RECORD EXTRACTS Block Start

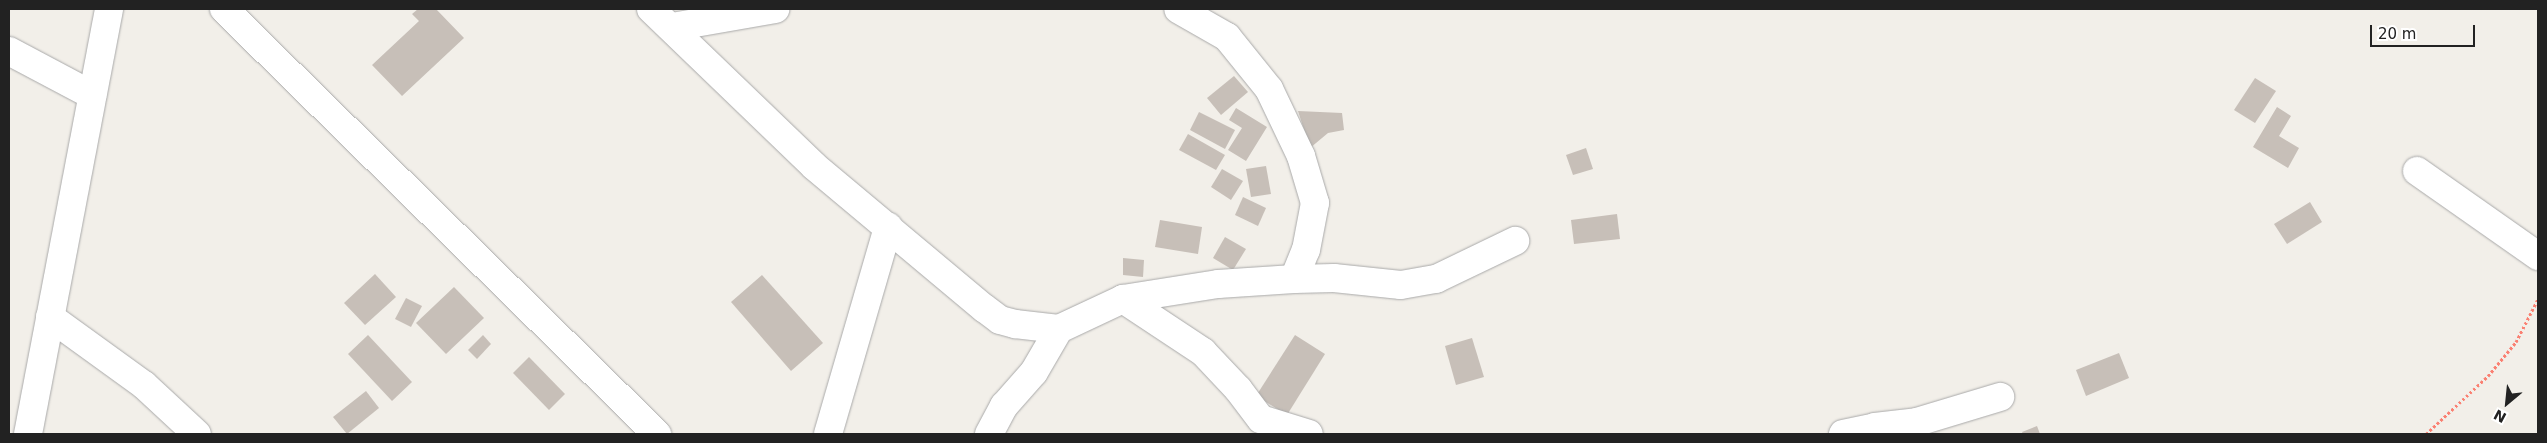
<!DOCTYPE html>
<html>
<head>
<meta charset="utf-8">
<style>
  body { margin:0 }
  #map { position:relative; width:2547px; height:443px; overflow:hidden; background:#f2efe9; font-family:"DejaVu Sans",sans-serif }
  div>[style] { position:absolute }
  .building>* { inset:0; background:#c7bfb8 }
  .path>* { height:3px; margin-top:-1.5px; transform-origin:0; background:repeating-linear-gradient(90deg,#fa8072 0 2.5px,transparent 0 5px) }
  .roads { filter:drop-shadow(0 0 1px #a9a9a9) drop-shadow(0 0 1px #a9a9a9) }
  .minor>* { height:28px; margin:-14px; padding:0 14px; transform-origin:14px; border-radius:14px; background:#fff }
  span { translate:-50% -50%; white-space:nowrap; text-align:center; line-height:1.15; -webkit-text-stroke:4.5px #fff; paint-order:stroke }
  .frame { position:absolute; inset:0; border:10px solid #222; pointer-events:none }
  .north { position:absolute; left:2482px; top:378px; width:50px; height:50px; -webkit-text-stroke:4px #fff; paint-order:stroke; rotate:208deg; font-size:14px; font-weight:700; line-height:20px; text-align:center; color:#222 }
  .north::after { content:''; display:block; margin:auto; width:18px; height:22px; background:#222; clip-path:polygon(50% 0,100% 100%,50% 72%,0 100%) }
  .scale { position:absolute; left:2370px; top:25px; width:105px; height:22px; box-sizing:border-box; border:2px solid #222; border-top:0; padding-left:6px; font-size:15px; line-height:18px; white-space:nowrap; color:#222; -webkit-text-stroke:4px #fff; paint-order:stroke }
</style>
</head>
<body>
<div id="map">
  <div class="building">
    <i style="clip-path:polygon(418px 9px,436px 9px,464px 38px,402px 96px,372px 65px,419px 21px,412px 14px)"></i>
    <i style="clip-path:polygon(1234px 76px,1248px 92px,1221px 115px,1207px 98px)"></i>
    <i style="clip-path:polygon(2255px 78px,2276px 91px,2255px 123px,2234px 110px)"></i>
    <i style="clip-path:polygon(2277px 107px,2291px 116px,2279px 136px,2299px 148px,2288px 168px,2253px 147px)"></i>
    <i style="clip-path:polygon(1236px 108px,1267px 127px,1246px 161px,1228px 150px,1242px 128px,1229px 120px)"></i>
    <i style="clip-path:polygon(1298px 111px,1342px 113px,1344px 130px,1328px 133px,1310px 148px)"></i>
    <i style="clip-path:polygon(1199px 112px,1235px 130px,1225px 149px,1190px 130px)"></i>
    <i style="clip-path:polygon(1188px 134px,1225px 155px,1216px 170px,1179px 150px)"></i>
    <i style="clip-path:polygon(1586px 148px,1593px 169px,1573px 175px,1566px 155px)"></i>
    <i style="clip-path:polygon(1266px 166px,1271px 194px,1251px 197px,1246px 169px)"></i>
    <i style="clip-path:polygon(1222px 169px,1243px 181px,1231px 200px,1211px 187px)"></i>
    <i style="clip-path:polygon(1243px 197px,1266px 208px,1258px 226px,1235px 215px)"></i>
    <i style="clip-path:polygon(2310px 202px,2322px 222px,2287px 244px,2274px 224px)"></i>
    <i style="clip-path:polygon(1617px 214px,1620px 239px,1574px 244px,1571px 220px)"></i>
    <i style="clip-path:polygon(1160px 220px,1202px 227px,1198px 254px,1155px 247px)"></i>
    <i style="clip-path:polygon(1225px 237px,1246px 249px,1233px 270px,1213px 258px)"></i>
    <i style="clip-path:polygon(1123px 258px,1144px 260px,1143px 277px,1123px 275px)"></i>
    <i style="clip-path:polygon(375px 274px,396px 297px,365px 325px,344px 303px)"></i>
    <i style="clip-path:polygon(762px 275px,823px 343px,791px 371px,731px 302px)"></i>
    <i style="clip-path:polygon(454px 287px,484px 318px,446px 354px,416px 323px)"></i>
    <i style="clip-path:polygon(406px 298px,422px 306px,411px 327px,395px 319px)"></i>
    <i style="clip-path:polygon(368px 335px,412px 382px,392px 401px,348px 354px)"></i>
    <i style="clip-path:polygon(483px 335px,491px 344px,477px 359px,468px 350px)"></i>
    <i style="clip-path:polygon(1295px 335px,1325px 354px,1287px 415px,1256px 396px)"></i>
    <i style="clip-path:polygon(1472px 338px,1484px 377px,1456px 385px,1445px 346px)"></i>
    <i style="clip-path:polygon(2119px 353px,2129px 378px,2086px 396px,2076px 370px)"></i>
    <i style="clip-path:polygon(529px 357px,565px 394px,549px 410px,513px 373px)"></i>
    <i style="clip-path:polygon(366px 391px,379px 408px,347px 434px,333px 417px)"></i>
    <i style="clip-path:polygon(2037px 426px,2040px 434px,2023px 434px,2022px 432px)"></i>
  </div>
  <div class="path">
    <i style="left:2426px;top:434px;width:85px;rotate:-43.1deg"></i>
    <i style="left:2488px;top:376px;width:44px;rotate:-50.5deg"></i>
    <i style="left:2516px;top:342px;width:48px;rotate:-62.9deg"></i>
  </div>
  <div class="roads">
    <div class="minor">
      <i style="left:224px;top:9px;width:607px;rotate:44.47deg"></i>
      <i style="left:651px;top:9px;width:226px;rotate:43.9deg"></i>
      <i style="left:814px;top:166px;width:222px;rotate:39.9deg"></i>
      <i style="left:984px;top:308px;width:20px;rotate:37deg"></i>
      <i style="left:1000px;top:320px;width:16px;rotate:15deg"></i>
      <i style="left:1015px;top:324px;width:44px;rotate:6.5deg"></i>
      <i style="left:1059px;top:329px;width:71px;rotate:-25.1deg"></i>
      <i style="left:1123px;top:299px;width:96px;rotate:-9deg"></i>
      <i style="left:1218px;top:284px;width:76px;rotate:-3.8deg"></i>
      <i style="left:1294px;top:279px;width:31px;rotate:-68deg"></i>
      <i style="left:1306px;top:250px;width:48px;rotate:-79.2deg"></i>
      <i style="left:1315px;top:203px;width:49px;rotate:-106.6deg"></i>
      <i style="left:1301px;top:156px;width:74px;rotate:-115.5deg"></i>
      <i style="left:1269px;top:89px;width:67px;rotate:-128.9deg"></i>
      <i style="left:1227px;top:37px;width:56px;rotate:-150.3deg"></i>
      <i style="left:672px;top:27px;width:105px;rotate:-9.9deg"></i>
      <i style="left:9px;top:51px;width:94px;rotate:27.9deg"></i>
      <i style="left:2417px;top:171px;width:148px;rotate:35.1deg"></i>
      <i style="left:1294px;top:279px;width:40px;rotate:-1.4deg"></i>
      <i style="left:1334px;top:278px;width:67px;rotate:6deg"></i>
      <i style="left:1401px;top:285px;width:36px;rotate:-10deg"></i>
      <i style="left:1436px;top:279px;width:88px;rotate:-25.7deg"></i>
      <i style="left:1123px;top:299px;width:96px;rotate:33.5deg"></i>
      <i style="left:1203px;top:352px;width:51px;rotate:46.6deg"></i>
      <i style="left:1238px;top:389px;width:38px;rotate:53deg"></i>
      <i style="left:1261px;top:419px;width:50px;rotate:17.4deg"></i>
      <i style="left:50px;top:317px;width:116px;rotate:35.9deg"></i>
      <i style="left:144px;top:385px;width:72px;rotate:42.8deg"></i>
      <i style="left:28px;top:434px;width:433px;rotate:-79.2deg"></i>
      <i style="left:828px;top:434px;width:216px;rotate:-73.8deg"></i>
      <i style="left:989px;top:434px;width:32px;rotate:-62deg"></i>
      <i style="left:1004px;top:406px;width:45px;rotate:-48.6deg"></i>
      <i style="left:1034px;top:372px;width:50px;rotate:-59.8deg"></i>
      <i style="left:1843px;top:434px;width:33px;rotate:-12deg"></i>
      <i style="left:1875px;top:427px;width:42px;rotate:-6.8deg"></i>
      <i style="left:1917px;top:422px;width:87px;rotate:-16.8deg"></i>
    </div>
  </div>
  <div class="frame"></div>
  <div class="north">N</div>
  <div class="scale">20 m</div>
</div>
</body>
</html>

RECORD EXTRACTS Block End

WHAT TO DO | Your task is to repeat exactly the lines from the beginning of the data to the line that contains "position:relative; width:2547px; height:443px;", both ends included, leaving out pictures.

RESULT BELOW |
<!DOCTYPE html>
<html>
<head>
<meta charset="utf-8">
<style>
  body { margin:0 }
  #map { position:relative; width:2547px; height:443px; overflow:hidden; background:#f2efe9; font-family:"DejaVu Sans",sans-serif }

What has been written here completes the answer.